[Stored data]
=====
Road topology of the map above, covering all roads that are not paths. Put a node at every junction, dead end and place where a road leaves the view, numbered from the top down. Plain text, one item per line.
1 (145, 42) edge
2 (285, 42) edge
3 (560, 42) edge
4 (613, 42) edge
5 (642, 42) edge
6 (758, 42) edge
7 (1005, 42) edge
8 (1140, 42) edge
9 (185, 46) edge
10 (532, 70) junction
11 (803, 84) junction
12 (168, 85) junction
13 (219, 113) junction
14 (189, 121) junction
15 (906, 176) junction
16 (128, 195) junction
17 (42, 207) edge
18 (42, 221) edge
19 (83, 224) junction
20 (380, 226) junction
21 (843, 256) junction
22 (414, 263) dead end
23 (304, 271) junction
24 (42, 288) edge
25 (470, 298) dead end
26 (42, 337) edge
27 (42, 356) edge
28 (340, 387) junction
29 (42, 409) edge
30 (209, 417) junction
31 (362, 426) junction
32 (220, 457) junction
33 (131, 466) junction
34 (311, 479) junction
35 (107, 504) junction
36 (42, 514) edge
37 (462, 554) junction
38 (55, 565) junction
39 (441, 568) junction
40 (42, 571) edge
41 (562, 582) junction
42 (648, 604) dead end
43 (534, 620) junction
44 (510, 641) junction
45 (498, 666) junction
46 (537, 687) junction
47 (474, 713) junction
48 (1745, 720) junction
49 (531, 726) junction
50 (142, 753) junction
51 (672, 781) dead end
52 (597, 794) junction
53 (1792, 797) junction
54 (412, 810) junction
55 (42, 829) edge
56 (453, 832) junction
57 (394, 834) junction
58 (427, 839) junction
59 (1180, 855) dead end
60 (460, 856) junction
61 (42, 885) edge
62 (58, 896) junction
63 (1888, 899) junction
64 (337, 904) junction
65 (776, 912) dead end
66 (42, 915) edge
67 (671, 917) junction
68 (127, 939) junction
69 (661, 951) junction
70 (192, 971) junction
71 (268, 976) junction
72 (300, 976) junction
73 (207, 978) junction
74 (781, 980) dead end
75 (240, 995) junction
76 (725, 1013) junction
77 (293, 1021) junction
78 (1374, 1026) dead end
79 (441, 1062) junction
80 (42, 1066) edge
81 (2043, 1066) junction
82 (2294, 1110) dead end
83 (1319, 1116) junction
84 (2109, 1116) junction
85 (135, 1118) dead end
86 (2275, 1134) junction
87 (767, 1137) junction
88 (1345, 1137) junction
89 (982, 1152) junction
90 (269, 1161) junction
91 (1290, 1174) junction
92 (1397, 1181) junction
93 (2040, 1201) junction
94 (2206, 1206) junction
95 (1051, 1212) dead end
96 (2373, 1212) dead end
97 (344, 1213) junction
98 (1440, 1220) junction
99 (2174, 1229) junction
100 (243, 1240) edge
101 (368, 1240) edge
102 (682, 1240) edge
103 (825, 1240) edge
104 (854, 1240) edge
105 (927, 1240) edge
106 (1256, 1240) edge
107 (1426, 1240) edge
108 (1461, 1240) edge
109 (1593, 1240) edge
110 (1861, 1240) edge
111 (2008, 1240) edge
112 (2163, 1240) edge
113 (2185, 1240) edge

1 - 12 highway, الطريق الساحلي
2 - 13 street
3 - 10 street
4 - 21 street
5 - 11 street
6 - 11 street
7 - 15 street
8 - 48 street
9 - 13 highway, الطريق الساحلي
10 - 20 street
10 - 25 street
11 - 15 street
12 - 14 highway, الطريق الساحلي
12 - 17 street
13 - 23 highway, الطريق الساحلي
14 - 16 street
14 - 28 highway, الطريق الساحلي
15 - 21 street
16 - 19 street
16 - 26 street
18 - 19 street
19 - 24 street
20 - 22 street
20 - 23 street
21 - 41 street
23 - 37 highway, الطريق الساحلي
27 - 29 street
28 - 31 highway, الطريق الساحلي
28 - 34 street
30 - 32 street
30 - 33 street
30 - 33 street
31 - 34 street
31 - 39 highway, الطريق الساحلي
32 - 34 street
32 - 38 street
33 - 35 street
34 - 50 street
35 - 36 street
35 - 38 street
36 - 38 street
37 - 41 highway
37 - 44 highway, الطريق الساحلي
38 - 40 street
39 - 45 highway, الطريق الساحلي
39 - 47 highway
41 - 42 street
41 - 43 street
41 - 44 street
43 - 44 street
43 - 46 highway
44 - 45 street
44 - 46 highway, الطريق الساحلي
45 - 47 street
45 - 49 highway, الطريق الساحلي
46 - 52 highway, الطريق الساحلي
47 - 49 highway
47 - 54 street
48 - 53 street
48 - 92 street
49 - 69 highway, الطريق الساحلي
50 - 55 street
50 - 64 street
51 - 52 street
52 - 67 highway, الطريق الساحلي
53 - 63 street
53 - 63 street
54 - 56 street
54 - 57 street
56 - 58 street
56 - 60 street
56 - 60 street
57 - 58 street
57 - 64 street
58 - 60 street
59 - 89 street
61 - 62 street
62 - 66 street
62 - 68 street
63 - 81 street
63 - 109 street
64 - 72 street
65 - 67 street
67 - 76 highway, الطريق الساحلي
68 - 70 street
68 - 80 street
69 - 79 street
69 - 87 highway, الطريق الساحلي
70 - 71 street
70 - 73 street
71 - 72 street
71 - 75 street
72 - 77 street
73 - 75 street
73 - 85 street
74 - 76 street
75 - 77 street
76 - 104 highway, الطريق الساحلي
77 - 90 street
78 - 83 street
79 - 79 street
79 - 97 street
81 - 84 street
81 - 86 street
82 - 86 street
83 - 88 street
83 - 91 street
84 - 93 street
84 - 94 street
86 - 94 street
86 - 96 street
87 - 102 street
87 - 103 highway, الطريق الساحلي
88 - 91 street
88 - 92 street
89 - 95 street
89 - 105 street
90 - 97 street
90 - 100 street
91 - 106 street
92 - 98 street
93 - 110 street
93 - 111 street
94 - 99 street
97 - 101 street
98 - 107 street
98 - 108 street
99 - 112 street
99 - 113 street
=====
The problem> Would you please give all of the records again exactly as they stand?

Answer space>
Road topology of the map above, covering all roads that are not paths. Put a node at every junction, dead end and place where a road leaves the view, numbered from the top down. Plain text, one item per line.
1 (145, 42) edge
2 (285, 42) edge
3 (560, 42) edge
4 (613, 42) edge
5 (642, 42) edge
6 (758, 42) edge
7 (1005, 42) edge
8 (1140, 42) edge
9 (185, 46) edge
10 (532, 70) junction
11 (803, 84) junction
12 (168, 85) junction
13 (219, 113) junction
14 (189, 121) junction
15 (906, 176) junction
16 (128, 195) junction
17 (42, 207) edge
18 (42, 221) edge
19 (83, 224) junction
20 (380, 226) junction
21 (843, 256) junction
22 (414, 263) dead end
23 (304, 271) junction
24 (42, 288) edge
25 (470, 298) dead end
26 (42, 337) edge
27 (42, 356) edge
28 (340, 387) junction
29 (42, 409) edge
30 (209, 417) junction
31 (362, 426) junction
32 (220, 457) junction
33 (131, 466) junction
34 (311, 479) junction
35 (107, 504) junction
36 (42, 514) edge
37 (462, 554) junction
38 (55, 565) junction
39 (441, 568) junction
40 (42, 571) edge
41 (562, 582) junction
42 (648, 604) dead end
43 (534, 620) junction
44 (510, 641) junction
45 (498, 666) junction
46 (537, 687) junction
47 (474, 713) junction
48 (1745, 720) junction
49 (531, 726) junction
50 (142, 753) junction
51 (672, 781) dead end
52 (597, 794) junction
53 (1792, 797) junction
54 (412, 810) junction
55 (42, 829) edge
56 (453, 832) junction
57 (394, 834) junction
58 (427, 839) junction
59 (1180, 855) dead end
60 (460, 856) junction
61 (42, 885) edge
62 (58, 896) junction
63 (1888, 899) junction
64 (337, 904) junction
65 (776, 912) dead end
66 (42, 915) edge
67 (671, 917) junction
68 (127, 939) junction
69 (661, 951) junction
70 (192, 971) junction
71 (268, 976) junction
72 (300, 976) junction
73 (207, 978) junction
74 (781, 980) dead end
75 (240, 995) junction
76 (725, 1013) junction
77 (293, 1021) junction
78 (1374, 1026) dead end
79 (441, 1062) junction
80 (42, 1066) edge
81 (2043, 1066) junction
82 (2294, 1110) dead end
83 (1319, 1116) junction
84 (2109, 1116) junction
85 (135, 1118) dead end
86 (2275, 1134) junction
87 (767, 1137) junction
88 (1345, 1137) junction
89 (982, 1152) junction
90 (269, 1161) junction
91 (1290, 1174) junction
92 (1397, 1181) junction
93 (2040, 1201) junction
94 (2206, 1206) junction
95 (1051, 1212) dead end
96 (2373, 1212) dead end
97 (344, 1213) junction
98 (1440, 1220) junction
99 (2174, 1229) junction
100 (243, 1240) edge
101 (368, 1240) edge
102 (682, 1240) edge
103 (825, 1240) edge
104 (854, 1240) edge
105 (927, 1240) edge
106 (1256, 1240) edge
107 (1426, 1240) edge
108 (1461, 1240) edge
109 (1593, 1240) edge
110 (1861, 1240) edge
111 (2008, 1240) edge
112 (2163, 1240) edge
113 (2185, 1240) edge

1 - 12 highway, الطريق الساحلي
2 - 13 street
3 - 10 street
4 - 21 street
5 - 11 street
6 - 11 street
7 - 15 street
8 - 48 street
9 - 13 highway, الطريق الساحلي
10 - 20 street
10 - 25 street
11 - 15 street
12 - 14 highway, الطريق الساحلي
12 - 17 street
13 - 23 highway, الطريق الساحلي
14 - 16 street
14 - 28 highway, الطريق الساحلي
15 - 21 street
16 - 19 street
16 - 26 street
18 - 19 street
19 - 24 street
20 - 22 street
20 - 23 street
21 - 41 street
23 - 37 highway, الطريق الساحلي
27 - 29 street
28 - 31 highway, الطريق الساحلي
28 - 34 street
30 - 32 street
30 - 33 street
30 - 33 street
31 - 34 street
31 - 39 highway, الطريق الساحلي
32 - 34 street
32 - 38 street
33 - 35 street
34 - 50 street
35 - 36 street
35 - 38 street
36 - 38 street
37 - 41 highway
37 - 44 highway, الطريق الساحلي
38 - 40 street
39 - 45 highway, الطريق الساحلي
39 - 47 highway
41 - 42 street
41 - 43 street
41 - 44 street
43 - 44 street
43 - 46 highway
44 - 45 street
44 - 46 highway, الطريق الساحلي
45 - 47 street
45 - 49 highway, الطريق الساحلي
46 - 52 highway, الطريق الساحلي
47 - 49 highway
47 - 54 street
48 - 53 street
48 - 92 street
49 - 69 highway, الطريق الساحلي
50 - 55 street
50 - 64 street
51 - 52 street
52 - 67 highway, الطريق الساحلي
53 - 63 street
53 - 63 street
54 - 56 street
54 - 57 street
56 - 58 street
56 - 60 street
56 - 60 street
57 - 58 street
57 - 64 street
58 - 60 street
59 - 89 street
61 - 62 street
62 - 66 street
62 - 68 street
63 - 81 street
63 - 109 street
64 - 72 street
65 - 67 street
67 - 76 highway, الطريق الساحلي
68 - 70 street
68 - 80 street
69 - 79 street
69 - 87 highway, الطريق الساحلي
70 - 71 street
70 - 73 street
71 - 72 street
71 - 75 street
72 - 77 street
73 - 75 street
73 - 85 street
74 - 76 street
75 - 77 street
76 - 104 highway, الطريق الساحلي
77 - 90 street
78 - 83 street
79 - 79 street
79 - 97 street
81 - 84 street
81 - 86 street
82 - 86 street
83 - 88 street
83 - 91 street
84 - 93 street
84 - 94 street
86 - 94 street
86 - 96 street
87 - 102 street
87 - 103 highway, الطريق الساحلي
88 - 91 street
88 - 92 street
89 - 95 street
89 - 105 street
90 - 97 street
90 - 100 street
91 - 106 street
92 - 98 street
93 - 110 street
93 - 111 street
94 - 99 street
97 - 101 street
98 - 107 street
98 - 108 street
99 - 112 street
99 - 113 street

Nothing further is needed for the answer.